Still, with all of these critiques, I remain a supporter of standards-based reform.
There is a great deal of evidence that standards-based accountability can work to improve student outcomes (see my similar pieces above for reviews of this evidence or see this review by Figlio and Loeb). And this is in spite of all the issues raised above. There’s also good conceptual reason to think that some form of standards can improve teaching and learning. The alternative to a standards-driven system, given our decentralized governance structures, is a system where we have 10,000+ districts, 100,000+ schools, and 3,000,000+ teachers creating their own curricula. Suffice it to say that I’m skeptical that there exists the capacity to do curriculum well at this kind of scale, even if I thought it was efficient.
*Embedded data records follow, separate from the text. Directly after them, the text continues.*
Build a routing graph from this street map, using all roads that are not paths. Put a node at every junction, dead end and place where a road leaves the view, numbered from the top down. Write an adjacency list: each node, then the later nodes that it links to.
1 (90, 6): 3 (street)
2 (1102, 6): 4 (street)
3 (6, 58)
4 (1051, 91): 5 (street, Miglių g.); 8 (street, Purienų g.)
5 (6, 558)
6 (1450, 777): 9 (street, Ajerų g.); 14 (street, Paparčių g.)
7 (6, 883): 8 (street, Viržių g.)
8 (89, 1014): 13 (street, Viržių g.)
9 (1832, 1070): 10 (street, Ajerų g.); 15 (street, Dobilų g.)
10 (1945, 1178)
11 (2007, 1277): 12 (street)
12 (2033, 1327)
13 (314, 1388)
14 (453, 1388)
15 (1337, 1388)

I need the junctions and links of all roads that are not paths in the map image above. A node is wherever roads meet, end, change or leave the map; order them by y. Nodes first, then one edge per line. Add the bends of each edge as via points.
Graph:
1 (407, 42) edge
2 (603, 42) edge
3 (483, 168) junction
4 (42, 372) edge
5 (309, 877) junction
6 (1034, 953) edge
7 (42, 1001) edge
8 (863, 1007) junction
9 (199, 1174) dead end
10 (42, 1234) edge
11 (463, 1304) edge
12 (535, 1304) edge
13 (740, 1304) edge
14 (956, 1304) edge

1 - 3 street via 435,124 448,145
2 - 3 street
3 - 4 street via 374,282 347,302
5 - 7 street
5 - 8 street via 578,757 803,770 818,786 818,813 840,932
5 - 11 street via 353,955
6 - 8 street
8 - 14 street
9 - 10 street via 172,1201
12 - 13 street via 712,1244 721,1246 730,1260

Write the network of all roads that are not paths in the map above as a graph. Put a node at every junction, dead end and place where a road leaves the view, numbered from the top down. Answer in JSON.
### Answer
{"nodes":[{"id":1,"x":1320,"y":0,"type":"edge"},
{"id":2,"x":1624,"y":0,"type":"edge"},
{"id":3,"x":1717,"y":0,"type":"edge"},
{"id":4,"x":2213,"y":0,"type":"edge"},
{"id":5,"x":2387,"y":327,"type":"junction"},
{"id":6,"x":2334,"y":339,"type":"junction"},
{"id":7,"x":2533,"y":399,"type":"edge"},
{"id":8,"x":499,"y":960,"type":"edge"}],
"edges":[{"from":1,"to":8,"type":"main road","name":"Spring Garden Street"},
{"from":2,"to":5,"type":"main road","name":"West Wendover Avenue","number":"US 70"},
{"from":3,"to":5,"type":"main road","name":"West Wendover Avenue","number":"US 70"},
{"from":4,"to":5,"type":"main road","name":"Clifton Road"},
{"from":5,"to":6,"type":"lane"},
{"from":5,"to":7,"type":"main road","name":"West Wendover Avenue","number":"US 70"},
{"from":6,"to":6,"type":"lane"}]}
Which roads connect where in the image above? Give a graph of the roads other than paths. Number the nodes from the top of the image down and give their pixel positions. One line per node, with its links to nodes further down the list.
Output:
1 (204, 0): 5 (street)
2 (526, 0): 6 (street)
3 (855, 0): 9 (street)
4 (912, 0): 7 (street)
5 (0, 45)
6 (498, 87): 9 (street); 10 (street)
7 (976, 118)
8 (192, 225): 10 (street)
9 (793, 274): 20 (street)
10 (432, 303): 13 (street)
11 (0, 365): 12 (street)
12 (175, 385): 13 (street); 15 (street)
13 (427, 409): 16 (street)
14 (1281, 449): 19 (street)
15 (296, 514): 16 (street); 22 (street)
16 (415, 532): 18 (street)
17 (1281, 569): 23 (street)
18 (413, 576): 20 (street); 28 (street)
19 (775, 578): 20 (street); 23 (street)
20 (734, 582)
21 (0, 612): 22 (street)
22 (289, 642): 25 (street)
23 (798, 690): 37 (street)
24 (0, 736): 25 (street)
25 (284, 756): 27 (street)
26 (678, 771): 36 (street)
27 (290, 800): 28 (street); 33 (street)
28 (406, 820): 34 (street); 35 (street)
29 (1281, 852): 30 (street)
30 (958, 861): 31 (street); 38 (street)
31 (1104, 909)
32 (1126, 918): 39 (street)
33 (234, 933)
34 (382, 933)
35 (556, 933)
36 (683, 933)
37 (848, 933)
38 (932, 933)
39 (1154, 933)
In short, standards put some guardrails on curriculum and instruction that I expect is especially important for historically underserved groups.
Fortunately, I think there are some promising signs that we are moving in the right direction on some of the issues raised above. For instance, it appears that standards are getting better, on average. For instance, math education experts (see for instance here and here) generally regard the standards as more coherent than the state standards they replaced. Also, new tests seem to have applied some lessons from the previous generation—they are more comprehensive in their coverage and do a better job at assessing deeper conceptual understanding than previous renditions. And state accountability systems, though far from perfect, seem to have adjusted based on many of the lessons learned from previous design iterations.
Still, I think there is work to be done. Standards, assessments, and accountability policies will never be perfect. But with continued effort they hold very real promise for improving teaching and learning in America’s schools. Ongoing research, such as that being conducted by IES’s Center on Standards, Alignment, Instruction, and Learning (C-SAIL), on which I am a co-principal investigator, is probing key assumptions of the newest generation of standards-based reform. We are also testing these theories in an ongoing intervention study to improve teachers’ alignment and students’ learning. My hope is that this is just part of a broad research effort oriented toward continually adjusting these policies over time in ways that make them more effective.